|
Using text driver to parse denormalized data |
John Johnson |
2017-11-03 11:49:37 |
I develop solutions for an RSA product that includes a version of the HXTT Text JDBC driver. I have a situation where I need to parse data that is packed into a field from a CSV file; the value is basically a CSV within a CSV. I see there is a split function referenced in the documentation, but I cannot find any useful examples for how it can be used within a SELECT statement. My ultimate goal is to produce normalized query results.
Simple example, the input CSV might look like:
1,"a,b,c,d"
2,"e,f,g"
The output that I'm looking for is:
1 a
1 b
1 c
1 d
2 e
2 f
2 g
I know how to achieve the above with both Oracle and MS SQL, but it's not clear how to do this with the HXTT Text driver. Can you provide any suggestions?
|
Re:Using text driver to parse denormalized data |
HXTT Support |
2017-11-06 05:40:47 |
What's the sql in Oracle or MS SQL?
|
Re:Re:Using text driver to parse denormalized data |
John Johnson |
2017-11-06 06:26:10 |
The solutions are very different for each database. For Oracle, this is the basic pattern:
SELECT REGEXP_SUBSTR('a,b,c,d', '[^,]+', 1, LEVEL) VAL FROM DUAL
CONNECT BY REGEXP_SUBSTR('a,b,c,d', '[^,]+', 1, LEVEL) IS NOT NULL
For MS SQL, I found this article that describes a few different approaches:
https://stackoverflow.com/questions/5722700/how-do-i-split-a-delimited-string-in-sql-server-without-creating-a-function
Lack of support for "Common Table Expression" (CTE) and XML in the HXTT Text driver seem to get in the way for any of the approaches described in that thread.

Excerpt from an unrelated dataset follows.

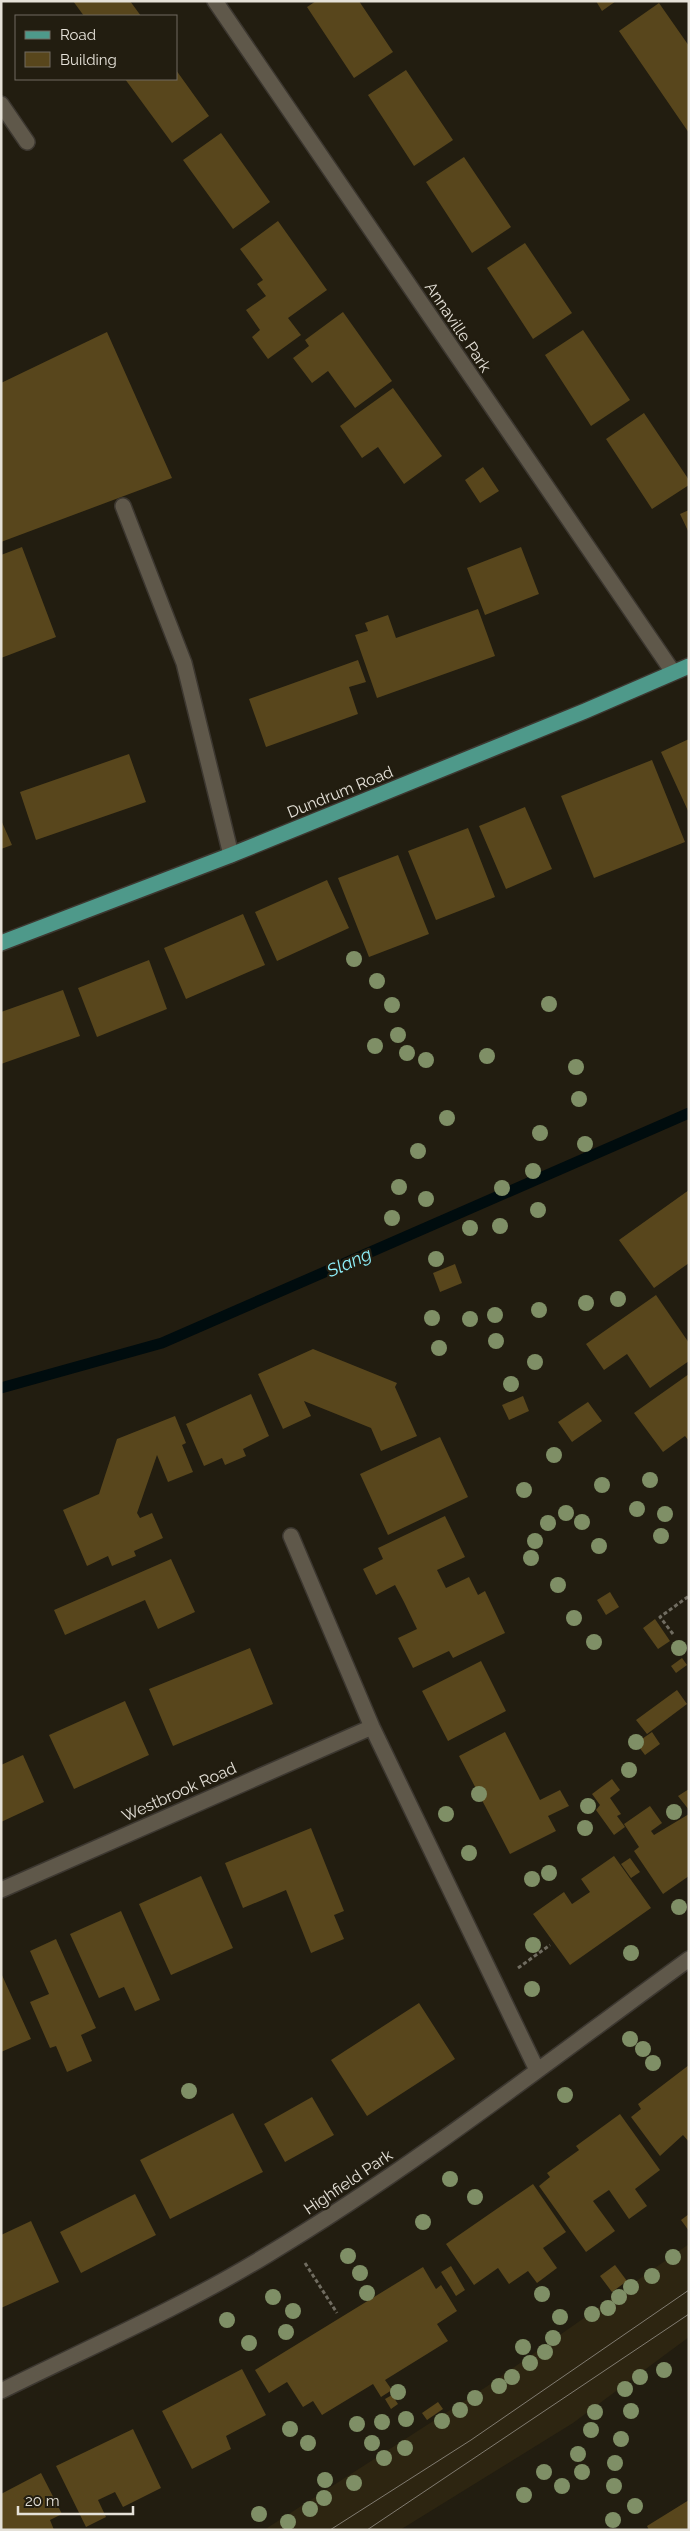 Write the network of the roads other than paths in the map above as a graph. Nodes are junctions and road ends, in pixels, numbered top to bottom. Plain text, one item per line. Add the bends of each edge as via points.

The only thing I spotted in the documentation that might work is the SPLIT function that conceptually sounds like the STRING_SPLIT function in newer MS SQL Server versions. But I haven't been able to get any useful output.
|
Re:Re:Re:Using text driver to parse denormalized data |
HXTT Support |
2017-11-06 08:38:07 |
HXTT Text (CSV) supports CONNECT BY, CUBE, ROLLUP, CUBE, and so on. I don't think CONNECT BY can do it in Oracle for such a table.
For CSV, you can use:
SELECT column1,wantValue FROM testvi, (VALUES 'a','b','c','d','e','f','g' ) AS matchValues(wantValue) where INSTR(column2+',', wantValue+',')>0 ;
|
Re:Re:Re:Re:Using text driver to parse denormalized data |
HXTT Support |
2018-02-02 05:36:43 |
A new feature will be available in 48 hours.
Split Multivalue Column Into Rows
If each row has multiple multi value columns, a special subquery table can be used in special join sql. For instance,
select User,Role from aTable,(select split(aTable.Roles,',') as Role) AS bTable;
select User,Role,Year from aTable,(select split(aTable.Roles,',') as Role,split(aTable.Years,',') as Year) AS bTable;
|
|
|